Oh, and speaking of reading challenges, I’ve set my Goodreads goal for this year as 78.

What reading goals have you set yourself for 2017? Will you be taking part in any challenges?

Semi-Charmed Winter 2016 Book Challenge: month 1

I’m hardly likely to read four whole books by the end of today, so I might as well get my check-in post out there today and use tomorrow for Kristen‘s link up 🙂

I changed some of my books from my original ideas (and of course some categories were still blank when I made my preliminary list), so here’s what I ended up reading in November:

winter-reading

5 points: Freebie! Read any book that is at least 150 pages long.

Saturday Requiem by Nicci French. I could not resist reading this book the minute it arrived, which is how it ended up being my freebie for this challenge.
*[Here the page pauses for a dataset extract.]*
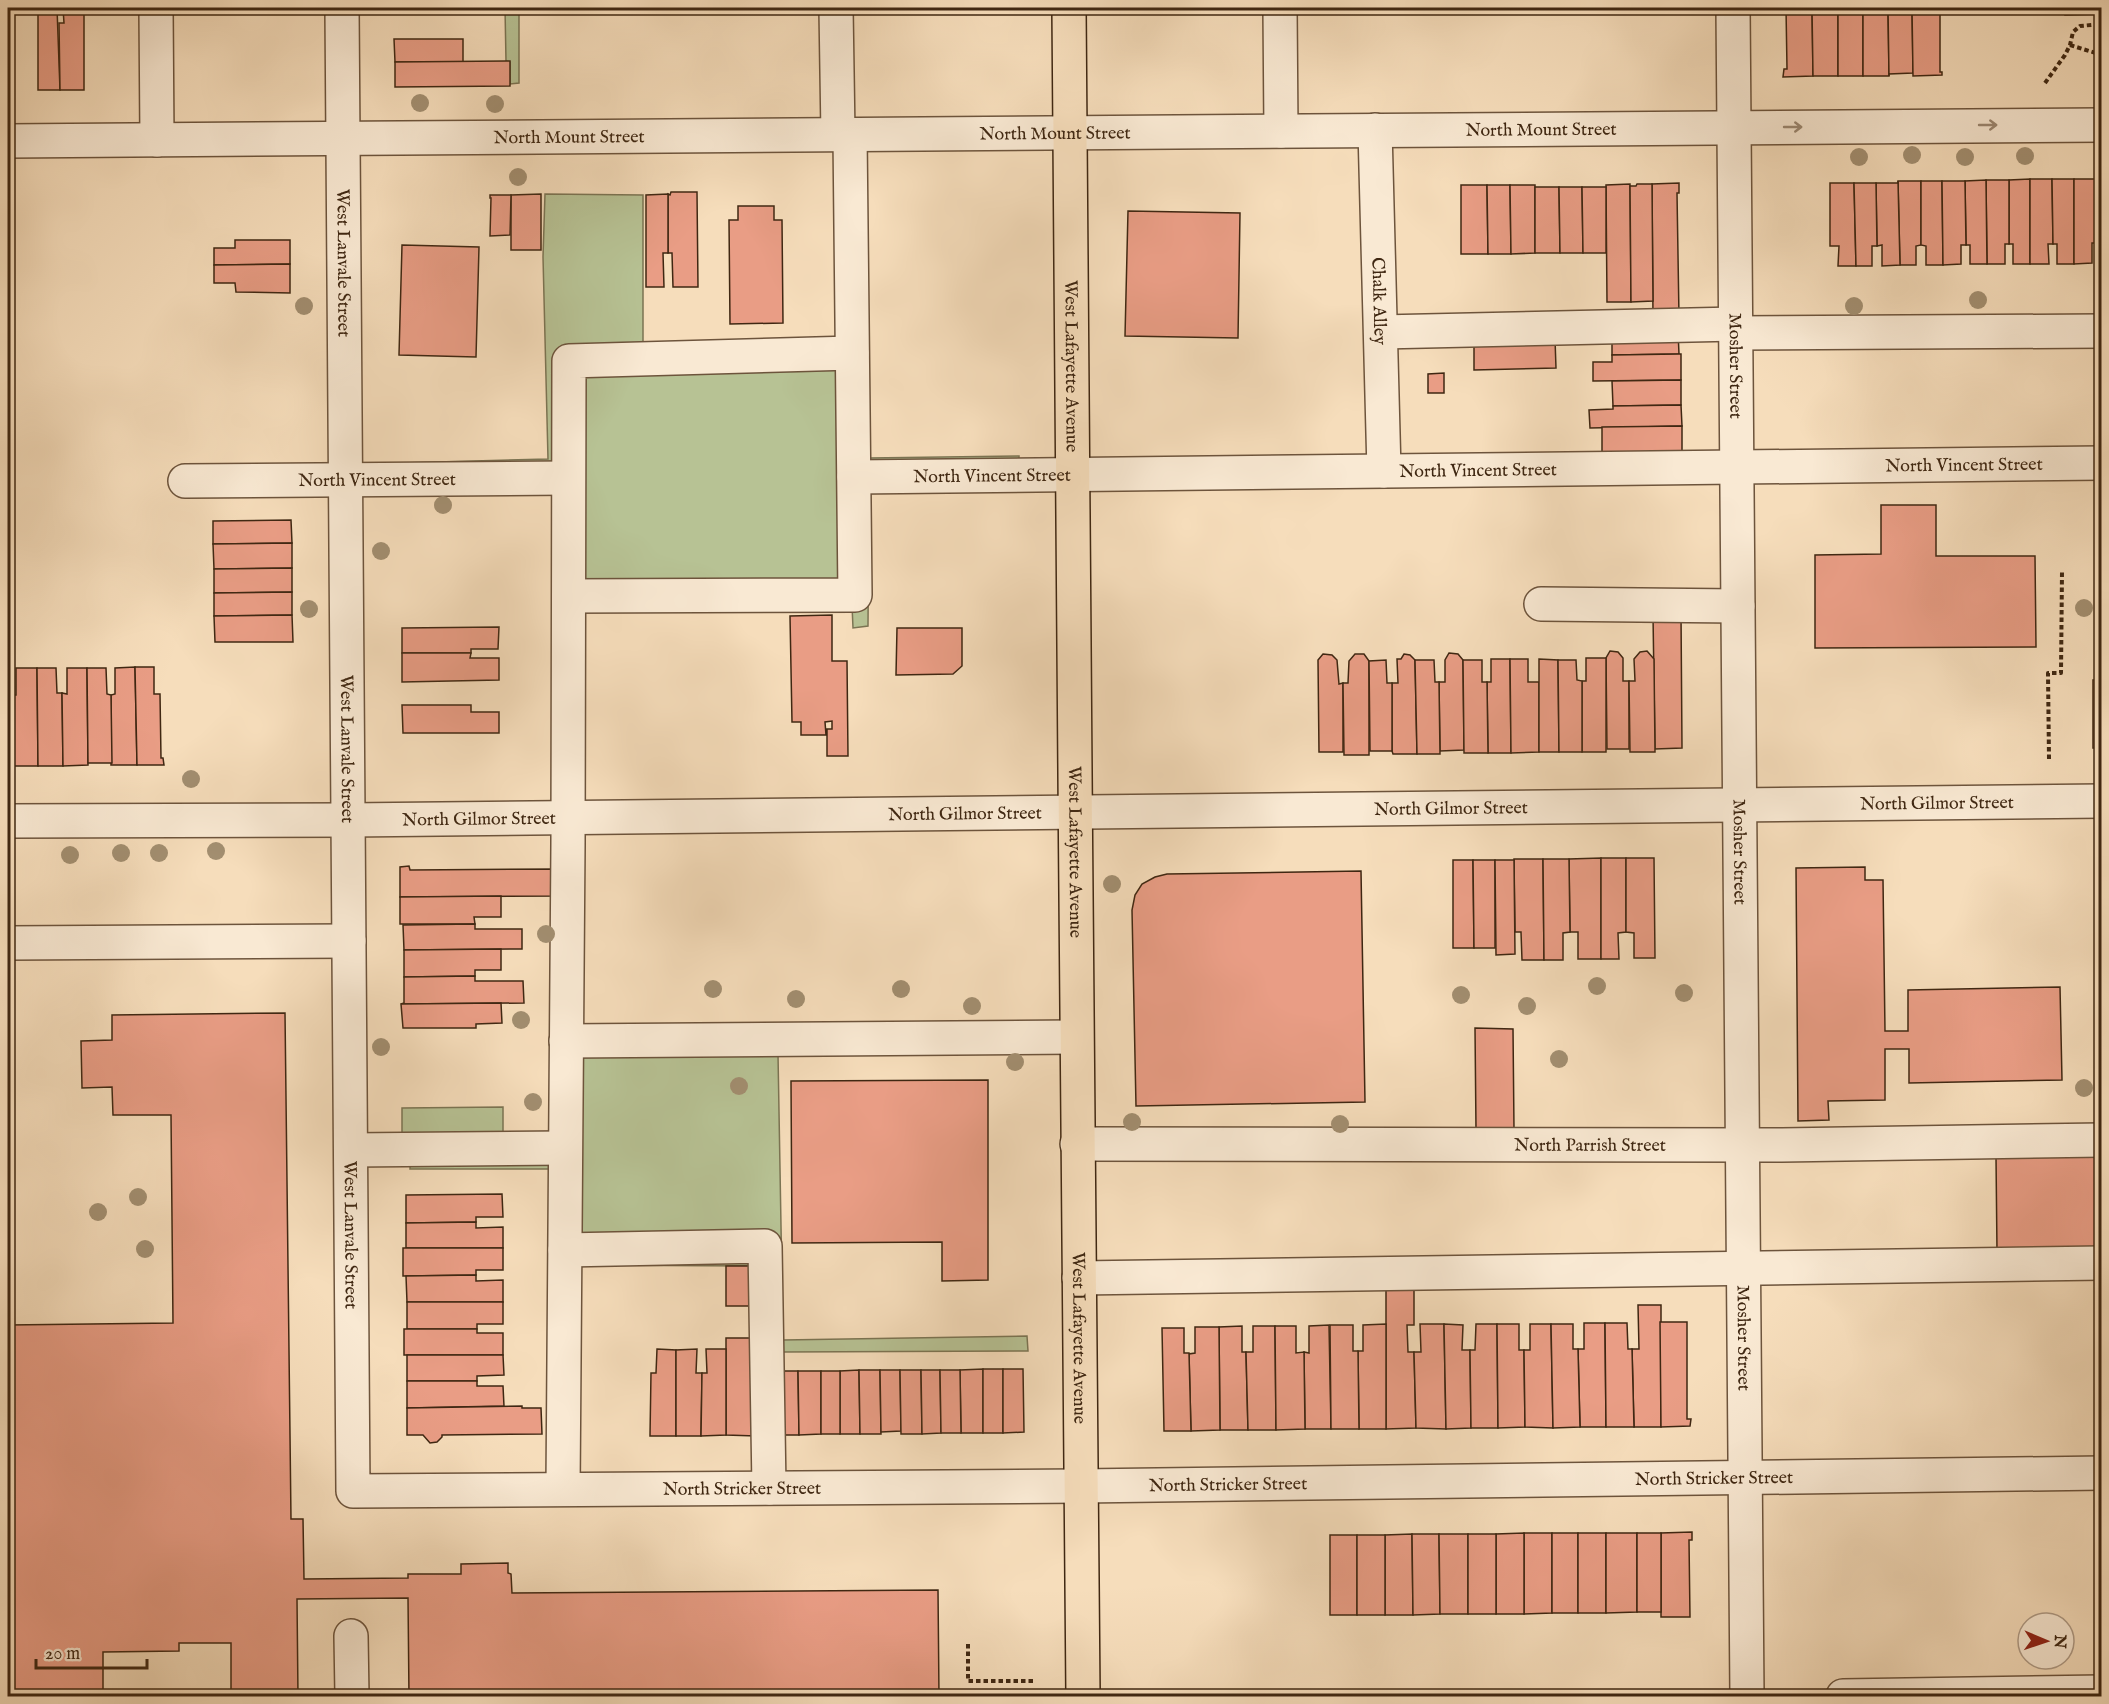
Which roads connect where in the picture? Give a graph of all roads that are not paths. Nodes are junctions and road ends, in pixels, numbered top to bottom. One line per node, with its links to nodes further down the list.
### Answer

I adore these books, and this one was an excellent installment. I definitely did not guess who the killer was! The ending made me desperately wish the next book would come out right now (although I’m also sad because Sunday will presumably be the last in the series). 5 stars.

10 points: Read a 2016 finalist (longlist or shortlist) for one of the following literary prizes: National Book Award, Man Booker or Man Booker International.

The Sun is Also a Star by Nicola Yoon was a 2016 National Book Award finalist in the Young People’s Literature category. I loved everything about this book! The characters… the style of writing. Admittedly the love story was little far-fetched, but it kind of had to be to work, and it didn’t spoil my enjoyment in any way. 5 stars.

10 points: Read a brand-new release (something published between November 1, 2016, and January 31, 2017).

Before You Leap by Keith Houghton was published on 1 November 2016! The synopsis sounded good, all the ingredients were there for it to be good, but it just… wasn’t. The plot managed to hold my attention well enough, but I didn’t really like the narrator and the style of writing didn’t do it for me. 2 stars.

15 points: Read a book by an author of a different race or religion than you.

The Color Purple by Alice Walker, who is African-American. I’ve been putting off reading this book and I have no idea why because it’s excellent! I was genuinely hooked from the very first page. 5 stars.

15 points: Read a book featuring a main character who is of a different race or religion than you.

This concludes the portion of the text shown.